As the Federal Trade Commission noted in its recent press release announcing its settlement with Dun & Bradstreet (D&B), a leading provider of business credit reports, “The FTC is committed to taking action to halt abuses aimed at small businesses and other organizations.”  And so it has.

According to the FTC’s complaint, D&B deceived companies about the benefits of CreditBuilder, a line of products advertised to small and mid-sized business customers to help them monitor, manage, and improve their own credit reports.  The complaint further alleges that D&B used deceptive automatic renewal practices in subscribing business customers to the products; and reported inaccurate information on businesses’ credit reports without providing the businesses with a reasonable process for fixing errors.

While there’s much of interest in the complaint, and the proposed settlement requires changes to many of D&B’s practices, this post will focus on the auto-renew issues which, as readers of this blog know, is one of my favorite topics. The complaint describes D&B as failing to disclose the following: that it would automatically keep charging customers’ credit cards for an ongoing subscription to CreditBuilder; that it would charge prices at the subscription renewal that were materially different from the price to which the customers originally subscribed; that it would always charge the same or higher price for the renewal even if the product’s list price had gone down since the customer originally signed up; and that it unilaterally moved customers into different product tiers at a higher prices.  Further, the complaint alleges that all of this non-disclosed information “would be material to affected businesses in their purchase decisions regarding CreditBuilder Line products.”

The proposed settlement (among other things) restricts D&B’s ability to automatically renew CreditBuilder subscriptions, requires D&B to make additional disclosures in its sale of such subscriptions, and prohibits D&B from using automatic renewal to switch a subscriber into a more expensive product that the subscriber did not order.  If D&B plans to increase the price for an ongoing subscription, or provide a substitute product, it must provide advance notice to the customer and an option – and easy mechanism --  to cancel.  The settlement also prohibits D&B from misrepresenting to current or potential customers any material fact about the price or features of any product.  It also requires the company to give refunds to certain classes of customers and former customers and to provide an opportunity for many current customers to cancel their service and obtain refunds.

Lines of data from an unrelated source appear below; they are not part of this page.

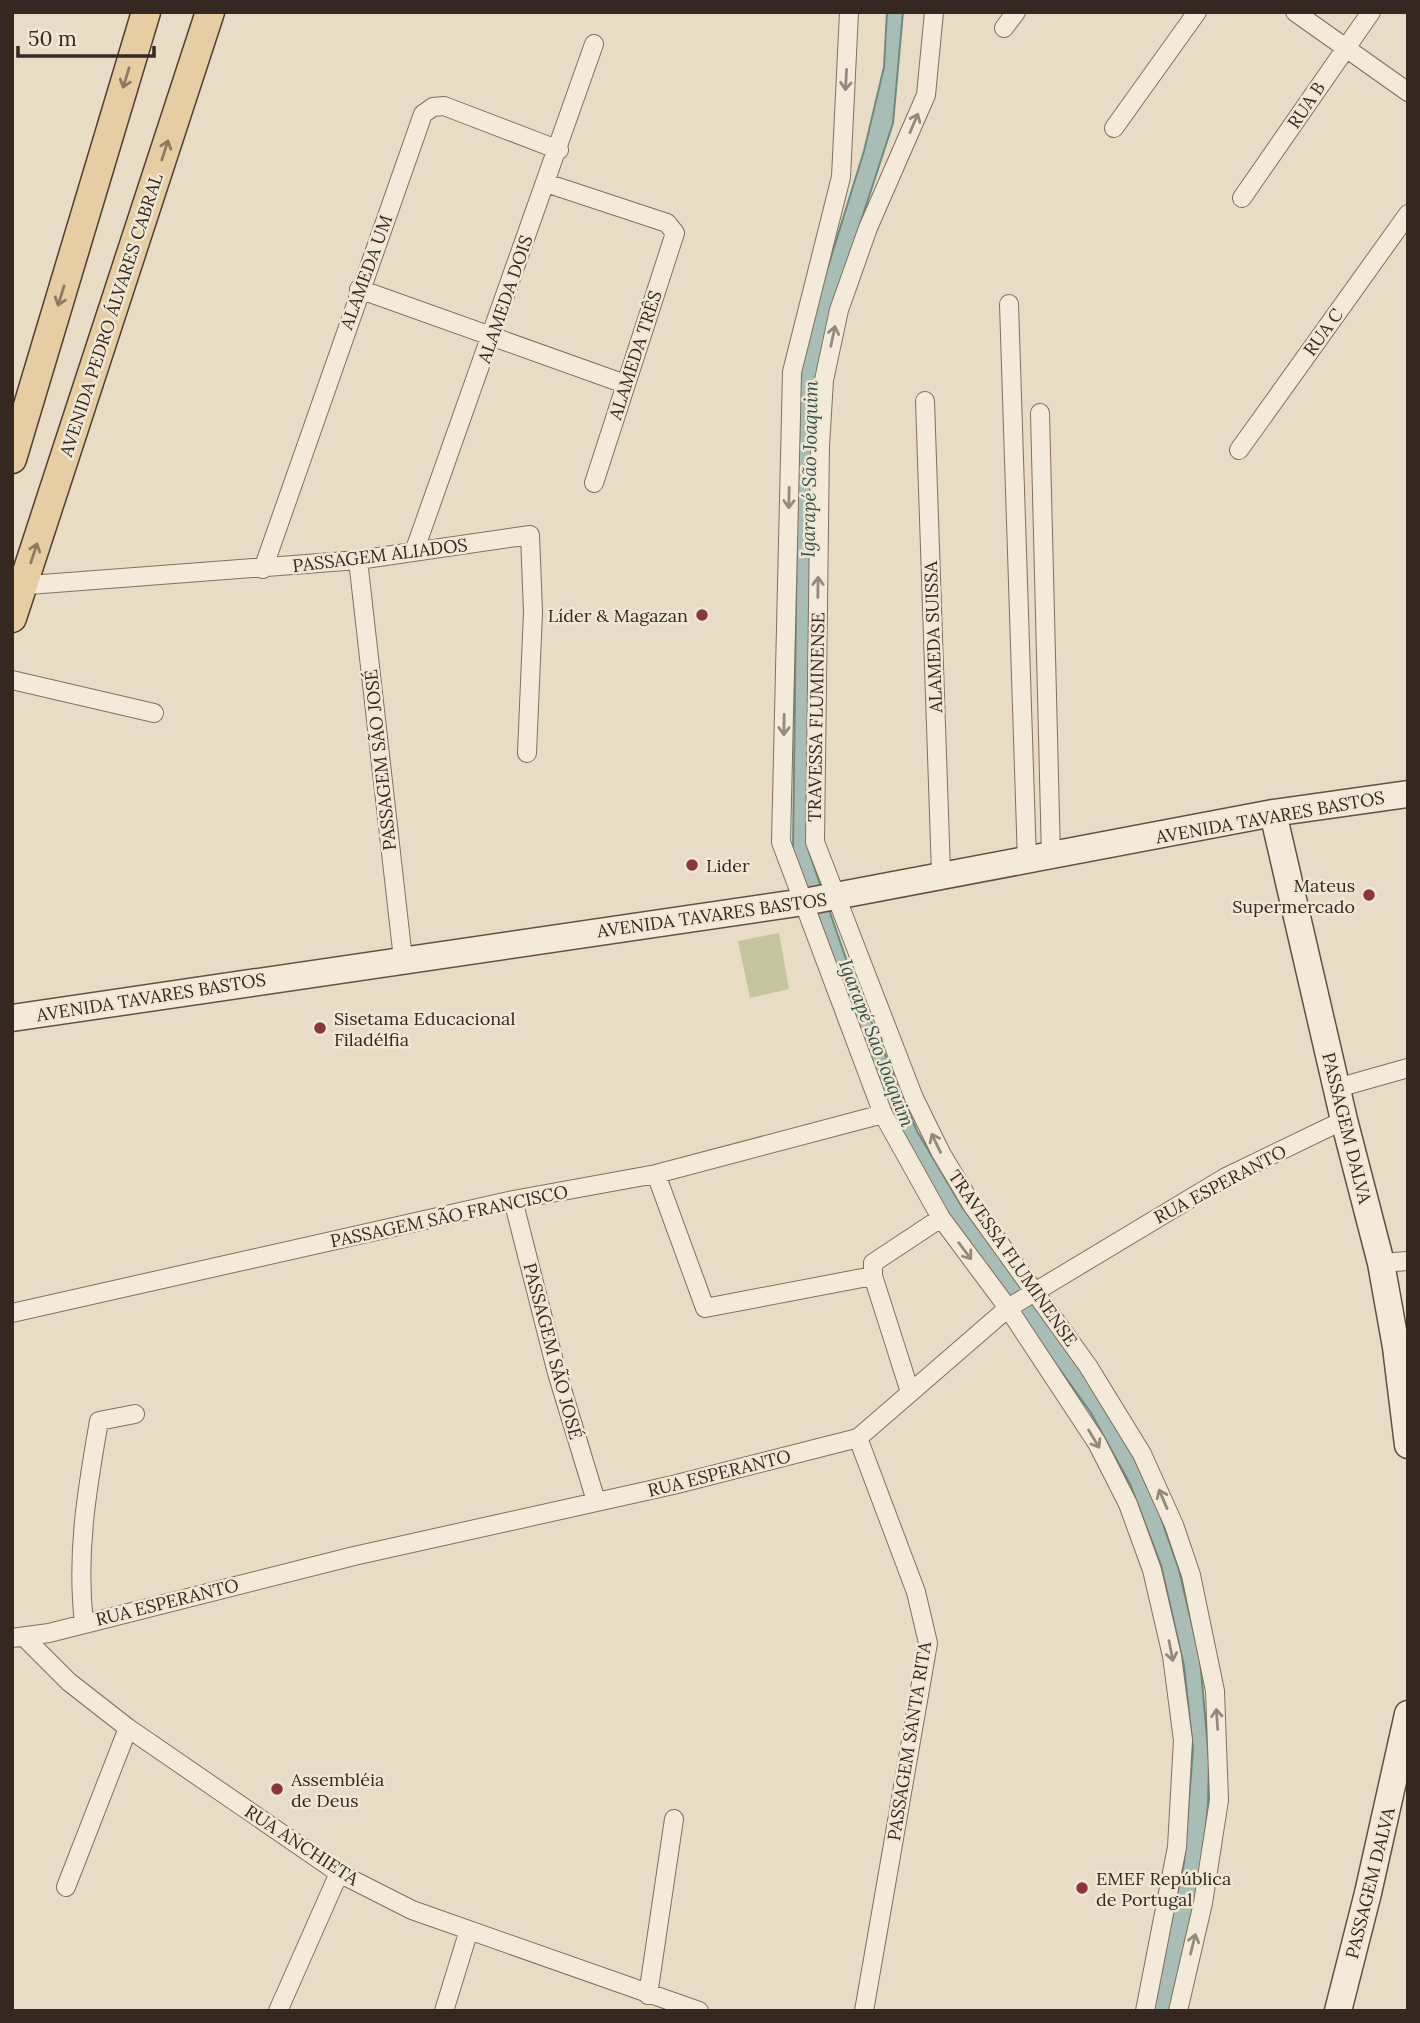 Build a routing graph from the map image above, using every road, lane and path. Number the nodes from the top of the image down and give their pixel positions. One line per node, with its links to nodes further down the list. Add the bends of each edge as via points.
1 (146, 12): 25 (main road, one-way to 25)
2 (210, 12): 30 (main road, AVENIDA PEDRO ÁLVARES CABRAL, one-way to 2)
3 (849, 12): 39 (street, one-way to 39, via 841,177 792,372 781,842)
4 (934, 12): 39 (street, TRAVESSA FLUMINENSE, one-way to 4, via 815,842 824,380 843,298 926,95)
5 (1016, 12): 9 (street)
6 (1198, 12): 13 (street)
7 (1295, 12): 11 (street)
8 (1371, 12): 11 (street, RUA B)
9 (1004, 28)
10 (594, 44): 14 (street, ALAMEDA DOIS)
11 (1346, 46): 12 (street); 16 (street, RUA B)
12 (1408, 92)
13 (1114, 128)
14 (559, 150): 15 (street, ALAMEDA DOIS); 18 (street, ALAMEDA UM, via 444,106 433,107 423,114)
15 (546, 183): 20 (street, ALAMEDA DOIS); 21 (street, ALAMEDA TRÊS, via 667,223 675,233)
16 (1242, 198)
17 (1408, 214): 24 (street, RUA C)
18 (359, 289): 20 (street); 29 (street, ALAMEDA UM)
19 (1009, 304): 37 (street)
20 (492, 336): 21 (street); 27 (street, ALAMEDA DOIS)
21 (625, 384): 26 (street, ALAMEDA TRÊS)
22 (925, 401): 38 (street, ALAMEDA SUISSA)
23 (1041, 413): 37 (street)
24 (1239, 450)
25 (12, 459)
26 (594, 483)
27 (414, 552): 28 (street, PASSAGEM ALIADOS); 34 (street, PASSAGEM ALIADOS, via 530,535 533,612)
28 (358, 560): 29 (street, PASSAGEM ALIADOS); 40 (street, PASSAGEM SÃO JOSÉ)
29 (263, 569): 30 (street, PASSAGEM ALIADOS)
30 (18, 586): 31 (main road, AVENIDA PEDRO ÁLVARES CABRAL)
31 (12, 618)
32 (12, 680): 33 (street)
33 (154, 713)
34 (527, 753)
35 (1408, 794): 36 (main road, AVENIDA TAVARES BASTOS)
36 (1273, 813): 37 (main road, AVENIDA TAVARES BASTOS); 43 (main road, PASSAGEM DALVA)
37 (1039, 859): 38 (main road, AVENIDA TAVARES BASTOS)
38 (941, 873): 39 (main road, AVENIDA TAVARES BASTOS)
39 (819, 899): 40 (main road, AVENIDA TAVARES BASTOS); 44 (street); 52 (street, TRAVESSA FLUMINENSE, one-way to 39, via 941,1153)
40 (403, 960): 41 (main road, AVENIDA TAVARES BASTOS)
41 (12, 1018)
42 (1408, 1068): 43 (street)
43 (1337, 1088): 45 (main road, PASSAGEM DALVA)
44 (883, 1114): 46 (street, PASSAGEM SÃO FRANCISCO); 48 (street)
45 (1344, 1121): 50 (main road, PASSAGEM DALVA); 52 (street, RUA ESPERANTO, via 1226,1177)
46 (656, 1174): 47 (street, PASSAGEM SÃO FRANCISCO); 51 (street, via 705,1308)
47 (513, 1200): 54 (street, PASSAGEM SÃO FRANCISCO); 59 (street, PASSAGEM SÃO JOSÉ, via 557,1373)
48 (940, 1218): 51 (street, via 873,1263); 53 (street, one-way to 53)
49 (1408, 1261): 50 (street)
50 (1381, 1263): 58 (main road, PASSAGEM DALVA)
51 (873, 1276): 55 (street)
52 (1032, 1293): 53 (street, RUA ESPERANTO); 74 (street, TRAVESSA FLUMINENSE, one-way to 52, via 1203,1903 1219,1800 1211,1662 1191,1575 1142,1454 1088,1366)
53 (1010, 1307): 55 (street, RUA ESPERANTO); 73 (street, one-way to 73, via 1097,1443 1128,1504 1152,1570 1172,1656 1183,1741 1177,1847)
54 (12, 1313)
55 (910, 1392): 57 (street, RUA ESPERANTO)
56 (135, 1415): 60 (street, via 99,1421 83,1521 79,1577)
57 (858, 1438): 59 (street, RUA ESPERANTO); 72 (street, PASSAGEM SANTA RITA, via 916,1592 928,1643)
58 (1408, 1445)
59 (596, 1501): 60 (street, RUA ESPERANTO)
60 (84, 1623): 61 (street, RUA ESPERANTO)
61 (18, 1638): 63 (street, RUA ANCHIETA)
62 (1408, 1714): 75 (main road, PASSAGEM DALVA)
63 (128, 1728): 65 (street, RUA ANCHIETA); 66 (street)
64 (674, 1819): 68 (street)
65 (339, 1873): 67 (street, RUA ANCHIETA, via 412,1910); 69 (street)
66 (66, 1887)
67 (468, 1930): 68 (street, RUA ANCHIETA); 70 (street)
68 (648, 1995): 71 (street, RUA ANCHIETA)
69 (278, 2011)
70 (444, 2011)
71 (699, 2011)
72 (864, 2011)
73 (1145, 2011)
74 (1178, 2011)
75 (1338, 2011)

Notably, FTC did not charge D&B with violating the Restore Online Shoppers’ Confidence Act (ROSCA), the statute under which the FTC has brought numerous enforcement actions against marketers in connection with their auto-renewal practices.  As in an earlier case against a B2B marketer involving its subscription program, the FTC used its general Section 5 authority here to challenge the defendant’s conduct as a deceptive act or practice. This is an important reminder that, at both the federal and state level, conduct that doesn’t necessarily violate a specific statute can still be considered deceptive or unfair and give rise to potential liability. ROSCA itself may be limited to B2C enforcement, but B2B negative option programs are neither off the regulators’ radar nor immune from liability.

Although state law requirements are detailed and varied and bear close study by marketers who provide free trials and subscription products and services, the principles underlying those laws, as well as those underlying ROSCA and the FTC's enforcement actions, are clear cut: disclosures must be clear and conspicuous, including and especially as to the auto-renew features; consumers must provide unambiguous consent to be charged on an ongoing basis; and consumers must be able to cancel without hassle. 

Subscription marketers, both B2C and B2B, make this your motto for 2002: Clear, consensual, easy.